In the preface of Frankl’s book Man’s Search for Meaning, Gordon Allport wrote, “How could he—every possession lost, every value destroyed, suffering from hunger, cold and brutality, hourly expecting extermination—how could he find life worth preserving? A psychiatrist who personally has faced such extremity is a psychiatrist worth listening to.”

I couldn’t agree more. So, I listened to him. Frankl returned from the death camps with the knowledge that we have freedom to choose an attitude or way of reacting to our fate, no matter what the fate. Frankl quoted Nietzsche on this point, “He who has a why to live can bear with almost any how.”

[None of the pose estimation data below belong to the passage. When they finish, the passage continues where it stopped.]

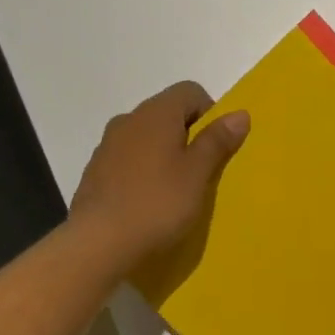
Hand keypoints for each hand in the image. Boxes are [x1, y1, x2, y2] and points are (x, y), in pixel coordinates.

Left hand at [70, 82, 249, 274]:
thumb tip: (239, 113)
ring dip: (164, 153)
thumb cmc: (157, 203)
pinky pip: (128, 158)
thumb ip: (217, 141)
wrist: (98, 243)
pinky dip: (143, 170)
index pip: (190, 91)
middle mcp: (129, 119)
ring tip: (175, 189)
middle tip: (201, 171)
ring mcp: (108, 145)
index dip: (210, 113)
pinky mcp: (95, 171)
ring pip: (146, 137)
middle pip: (167, 113)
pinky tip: (148, 200)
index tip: (217, 146)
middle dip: (188, 134)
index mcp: (156, 113)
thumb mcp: (198, 174)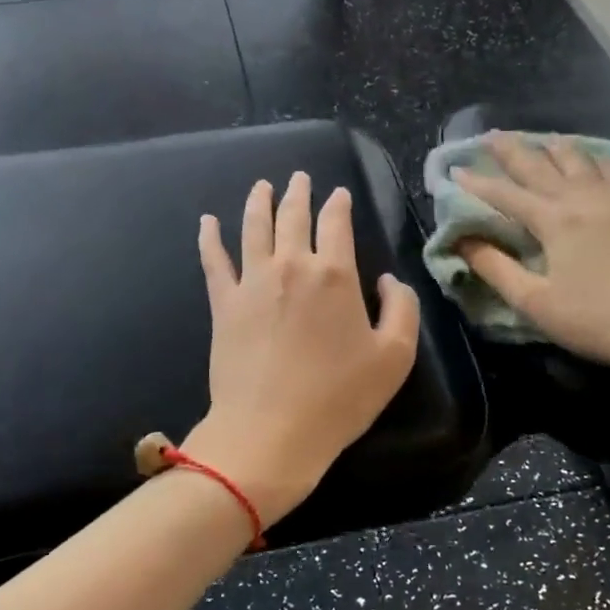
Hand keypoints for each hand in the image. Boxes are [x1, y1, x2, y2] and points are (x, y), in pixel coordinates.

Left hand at [184, 172, 420, 524]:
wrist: (270, 431)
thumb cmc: (339, 398)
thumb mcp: (394, 358)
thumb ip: (402, 309)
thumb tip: (389, 280)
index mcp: (335, 274)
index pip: (337, 223)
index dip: (339, 204)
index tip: (338, 194)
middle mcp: (292, 266)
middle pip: (293, 216)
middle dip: (299, 193)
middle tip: (299, 178)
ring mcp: (252, 281)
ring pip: (254, 227)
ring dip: (259, 202)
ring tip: (262, 186)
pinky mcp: (224, 303)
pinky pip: (214, 260)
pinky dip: (210, 237)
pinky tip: (207, 221)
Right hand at [455, 133, 609, 370]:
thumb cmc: (592, 319)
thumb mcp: (534, 301)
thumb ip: (495, 268)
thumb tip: (463, 241)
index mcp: (554, 220)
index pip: (506, 194)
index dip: (477, 183)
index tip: (454, 170)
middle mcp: (581, 199)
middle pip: (540, 165)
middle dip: (511, 150)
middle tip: (489, 136)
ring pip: (578, 160)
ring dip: (552, 147)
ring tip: (538, 140)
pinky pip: (609, 170)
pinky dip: (591, 158)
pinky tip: (588, 159)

Frankl created a form of therapy for people whose lives lack meaning and called it “logotherapy.” This therapy is based on three principles: 1) the freedom of will, 2) the will to meaning and 3) the meaning of life. Freedom of will involves freedom to choose our reactions to our life conditions resulting in freedom to rise above those circumstances. This view strongly opposes the idea that we’re determined by biological instincts, childhood conflicts or other external forces. The will to meaning and the meaning of life refer to the need to search not for ourselves but for a meaning which will offer a purpose for our existence. A purpose larger than ourselves.

The search for meaning in the second half of life necessitates personal choice. Frankl called the lack of meaning “noogenic neurosis”—a state characterized by purposelessness, aimlessness and emptiness. This results in people living in an “existential vacuum” in which life has no meaning and they feel bored and passionless. Frankl observed a growing existential vacuum throughout the world and he felt the solution was to find or regain a sense of meaning in life.